▸ WORK TASK: Within the records below, how many lines contain "Write"? The answer is that number alone.

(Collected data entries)
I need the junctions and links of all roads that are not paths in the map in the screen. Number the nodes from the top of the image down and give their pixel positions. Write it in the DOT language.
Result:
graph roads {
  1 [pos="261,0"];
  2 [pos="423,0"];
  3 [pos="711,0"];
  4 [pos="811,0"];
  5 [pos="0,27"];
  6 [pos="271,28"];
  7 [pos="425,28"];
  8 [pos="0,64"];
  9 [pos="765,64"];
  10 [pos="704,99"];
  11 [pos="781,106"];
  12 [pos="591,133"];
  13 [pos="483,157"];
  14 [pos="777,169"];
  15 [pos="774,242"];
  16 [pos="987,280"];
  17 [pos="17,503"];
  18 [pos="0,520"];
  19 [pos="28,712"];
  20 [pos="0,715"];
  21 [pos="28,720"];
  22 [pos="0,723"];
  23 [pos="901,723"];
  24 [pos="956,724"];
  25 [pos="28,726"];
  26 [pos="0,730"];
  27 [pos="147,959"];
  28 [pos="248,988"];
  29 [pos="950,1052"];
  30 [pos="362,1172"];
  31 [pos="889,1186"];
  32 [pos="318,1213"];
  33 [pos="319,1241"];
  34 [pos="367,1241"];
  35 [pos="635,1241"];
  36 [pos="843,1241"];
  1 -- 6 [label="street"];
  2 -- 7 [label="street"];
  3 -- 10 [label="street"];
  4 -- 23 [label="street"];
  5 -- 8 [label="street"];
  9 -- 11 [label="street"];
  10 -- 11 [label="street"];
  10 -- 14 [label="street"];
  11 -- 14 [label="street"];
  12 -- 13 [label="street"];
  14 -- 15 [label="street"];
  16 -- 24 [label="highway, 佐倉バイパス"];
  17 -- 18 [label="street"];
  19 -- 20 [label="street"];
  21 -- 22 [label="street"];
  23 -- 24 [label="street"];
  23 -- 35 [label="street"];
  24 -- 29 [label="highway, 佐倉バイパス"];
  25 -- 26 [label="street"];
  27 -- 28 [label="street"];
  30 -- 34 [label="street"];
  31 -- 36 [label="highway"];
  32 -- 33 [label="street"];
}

==

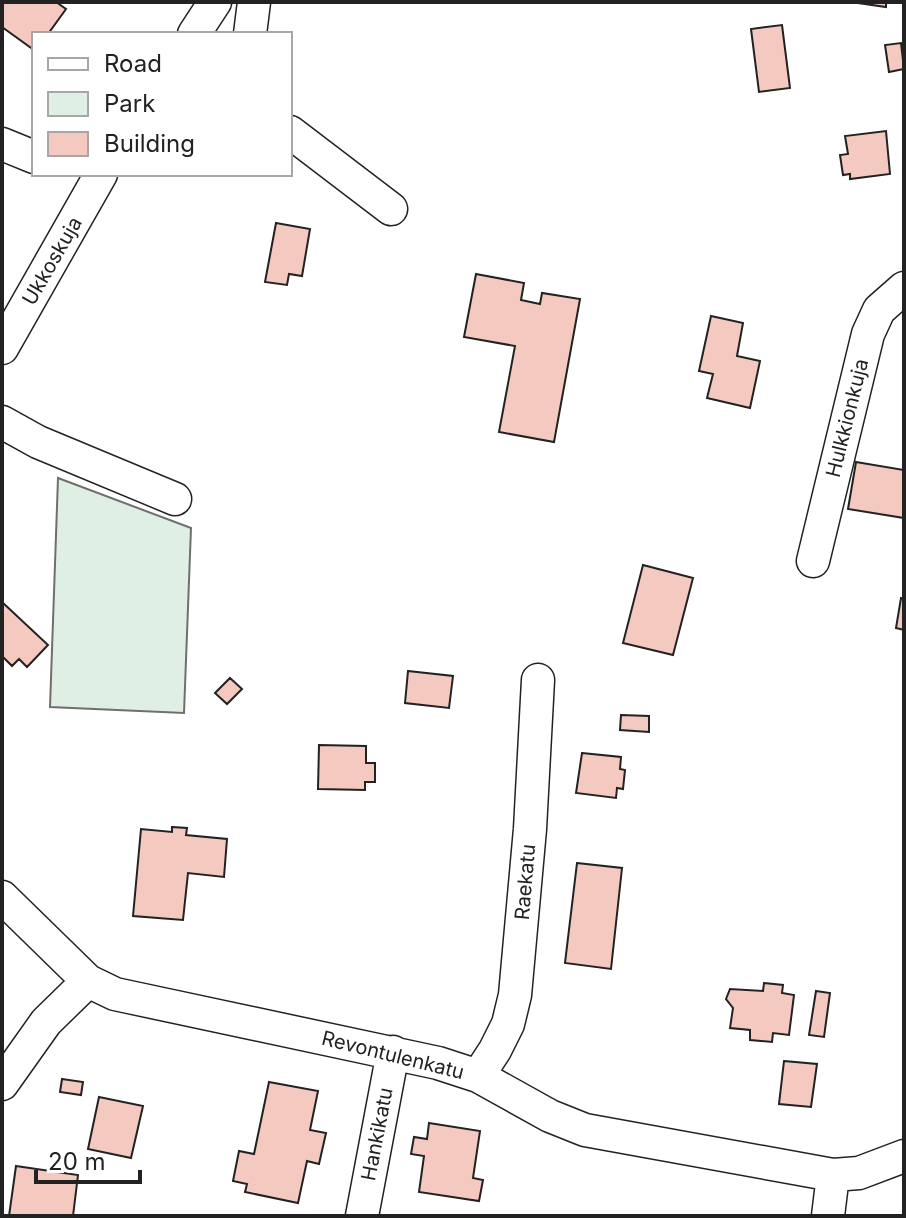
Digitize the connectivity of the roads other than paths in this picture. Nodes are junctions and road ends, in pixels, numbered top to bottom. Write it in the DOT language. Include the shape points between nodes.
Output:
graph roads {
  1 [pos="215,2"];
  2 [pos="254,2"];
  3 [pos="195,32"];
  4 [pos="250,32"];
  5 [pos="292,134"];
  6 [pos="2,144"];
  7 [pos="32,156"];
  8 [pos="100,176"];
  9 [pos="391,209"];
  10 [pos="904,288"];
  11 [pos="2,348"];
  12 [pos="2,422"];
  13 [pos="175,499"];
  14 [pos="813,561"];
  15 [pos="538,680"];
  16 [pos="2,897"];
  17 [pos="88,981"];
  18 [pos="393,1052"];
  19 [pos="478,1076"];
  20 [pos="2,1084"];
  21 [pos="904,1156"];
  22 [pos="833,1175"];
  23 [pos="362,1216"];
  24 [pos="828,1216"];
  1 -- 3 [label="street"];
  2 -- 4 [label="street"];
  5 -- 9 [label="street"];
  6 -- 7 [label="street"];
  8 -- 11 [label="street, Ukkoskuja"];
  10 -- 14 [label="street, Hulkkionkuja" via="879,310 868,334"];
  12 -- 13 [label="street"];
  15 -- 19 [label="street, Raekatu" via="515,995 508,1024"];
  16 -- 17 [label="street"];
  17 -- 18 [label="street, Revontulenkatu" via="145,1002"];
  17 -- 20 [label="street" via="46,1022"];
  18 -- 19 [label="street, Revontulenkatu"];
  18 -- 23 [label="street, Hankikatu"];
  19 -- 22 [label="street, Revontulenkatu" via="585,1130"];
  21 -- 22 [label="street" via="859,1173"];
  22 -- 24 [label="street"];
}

---

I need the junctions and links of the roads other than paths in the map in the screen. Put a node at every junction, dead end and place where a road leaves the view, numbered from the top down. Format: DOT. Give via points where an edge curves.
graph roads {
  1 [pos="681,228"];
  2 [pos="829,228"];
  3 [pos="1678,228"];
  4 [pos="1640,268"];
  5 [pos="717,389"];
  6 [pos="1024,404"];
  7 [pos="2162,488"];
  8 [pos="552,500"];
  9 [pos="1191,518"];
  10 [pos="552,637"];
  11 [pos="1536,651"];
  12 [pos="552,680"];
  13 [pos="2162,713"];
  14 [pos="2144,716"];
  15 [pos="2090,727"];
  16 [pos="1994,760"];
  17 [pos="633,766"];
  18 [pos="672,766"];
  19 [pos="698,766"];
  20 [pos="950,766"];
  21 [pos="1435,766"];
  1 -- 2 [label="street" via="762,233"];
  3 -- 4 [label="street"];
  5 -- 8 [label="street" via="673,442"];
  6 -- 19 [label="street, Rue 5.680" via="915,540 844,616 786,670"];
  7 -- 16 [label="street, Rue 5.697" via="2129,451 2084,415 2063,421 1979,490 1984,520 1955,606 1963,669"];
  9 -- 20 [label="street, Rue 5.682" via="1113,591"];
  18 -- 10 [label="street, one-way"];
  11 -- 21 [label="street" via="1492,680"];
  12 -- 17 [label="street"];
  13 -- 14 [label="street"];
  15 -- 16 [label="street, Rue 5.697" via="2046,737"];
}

▸ EXERCISE SOLUTION: 2